Records from a data source:
---
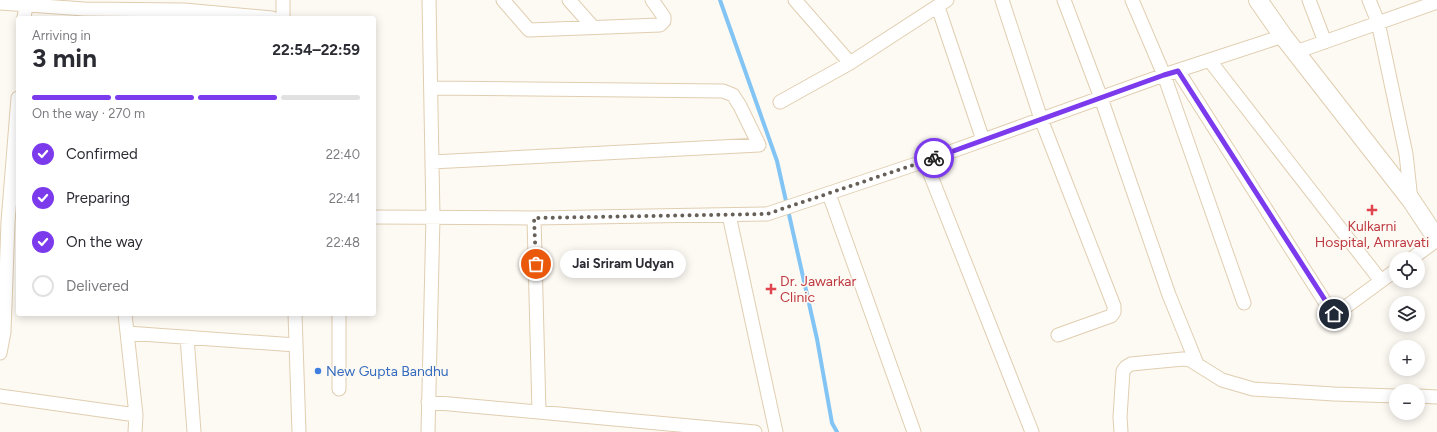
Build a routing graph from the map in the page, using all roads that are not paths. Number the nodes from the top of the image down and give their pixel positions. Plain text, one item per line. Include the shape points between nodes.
1 (283, 0) edge
2 (429, 0) edge
3 (503, 0) edge
4 (569, 0) edge
5 (652, 0) edge
6 (795, 0) edge
7 (805, 0) edge
8 (1002, 0) edge
9 (1064, 0) edge
10 (1132, 0) edge
11 (1258, 0) edge
12 (1309, 0) edge
13 (1369, 0) edge
14 (1437, 2) edge
15 (0, 3) edge
16 (58, 3) edge
17 (942, 3) edge
18 (26, 5) junction
19 (155, 5) edge
20 (83, 14) edge
21 (183, 14) edge
22 (805, 14) junction
23 (24, 16) edge
24 (228, 16) edge
25 (283, 16) edge
26 (1378, 22) junction
27 (592, 27) junction
28 (1283, 36) junction
29 (1325, 42) junction
30 (1296, 52) junction
31 (1210, 61) junction
32 (850, 63) junction
33 (1178, 71) junction
34 (1164, 75) junction
35 (431, 88) junction
36 (1101, 98) junction
37 (780, 102) dead end
38 (1041, 119) junction
39 (16, 126) edge
40 (983, 140) junction
41 (432, 162) junction
42 (925, 162) junction
43 (829, 194) junction
44 (1411, 200) junction
45 (729, 215) junction
46 (376, 217) edge
47 (432, 217) junction
48 (534, 218) junction
49 (9, 222) edge
50 (1437, 239) edge
51 (1420, 252) edge
52 (1389, 275) edge
53 (1381, 281) junction
54 (1244, 303) dead end
55 (125, 316) edge
56 (295, 316) edge
57 (339, 316) edge
58 (2, 332) edge
59 (127, 333) junction
60 (1058, 335) dead end
61 (187, 337) junction
62 (296, 345) junction
63 (0, 353) edge
64 (1197, 364) junction
65 (339, 389) dead end
66 (0, 396) edge
67 (1389, 396) edge
68 (1425, 396) edge
69 (1437, 397) edge
70 (428, 402) junction
71 (539, 412) junction
72 (136, 415) junction
73 (135, 432) edge
74 (194, 432) edge
75 (299, 432) edge
76 (428, 432) edge
77 (755, 432) edge
78 (776, 432) edge
79 (914, 432) edge
80 (1032, 432) edge
81 (1121, 432) edge

1 - 25 street
2 - 35 street
3 - 27 street via 529,30
4 - 27 street
5 - 27 street via 664,17 664,22 660,25
6 - 22 street
7 - 22 street
8 - 38 street
9 - 36 street
10 - 34 street
11 - 28 main road
12 - 29 street
13 - 26 street
14 - 26 street
15 - 18 street
16 - 18 street
16 - 20 street
17 - 32 street
17 - 40 street
18 - 23 street
19 - 20 street
19 - 21 street
21 - 24 street
22 - 32 street
26 - 29 street
26 - 44 street via 1406,154
28 - 30 main road
28 - 31 street
29 - 30 street
30 - 44 main road
31 - 33 street
31 - 53 street
32 - 37 street
33 - 34 street
33 - 53 street via 1332,313 1336,314
34 - 36 street
34 - 54 street
35 - 41 street
35 - 41 street via 723,91 733,95 759,145
36 - 38 street
36 - 64 street
38 - 40 street
38 - 60 street via 1114,306 1111,316
39 - 49 street
40 - 42 street
41 - 47 street
42 - 43 street
42 - 80 street
43 - 45 street via 767,214
43 - 79 street
44 - 50 main road
45 - 48 street
45 - 78 street
46 - 47 street
47 - 48 street
47 - 70 street
48 - 71 street
49 - 58 street
50 - 51 street
52 - 53 street
55 - 59 street
56 - 62 street
57 - 65 street
58 - 63 street
59 - 61 street
59 - 72 street
61 - 62 street
61 - 74 street
62 - 75 street
64 - 67 street via 1222,380 1253,389
64 - 81 street via 1183,359 1131,364 1126,367 1123,371
66 - 72 street
68 - 69 street
70 - 71 street
70 - 76 street
71 - 77 street
72 - 73 street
---
▸ **WORK ORDER**
All lines in the records that contain "dead" are to be copied and returned.

▸ **OUTPUT FOR THIS TASK**
37 (780, 102) dead end
54 (1244, 303) dead end
60 (1058, 335) dead end
65 (339, 389) dead end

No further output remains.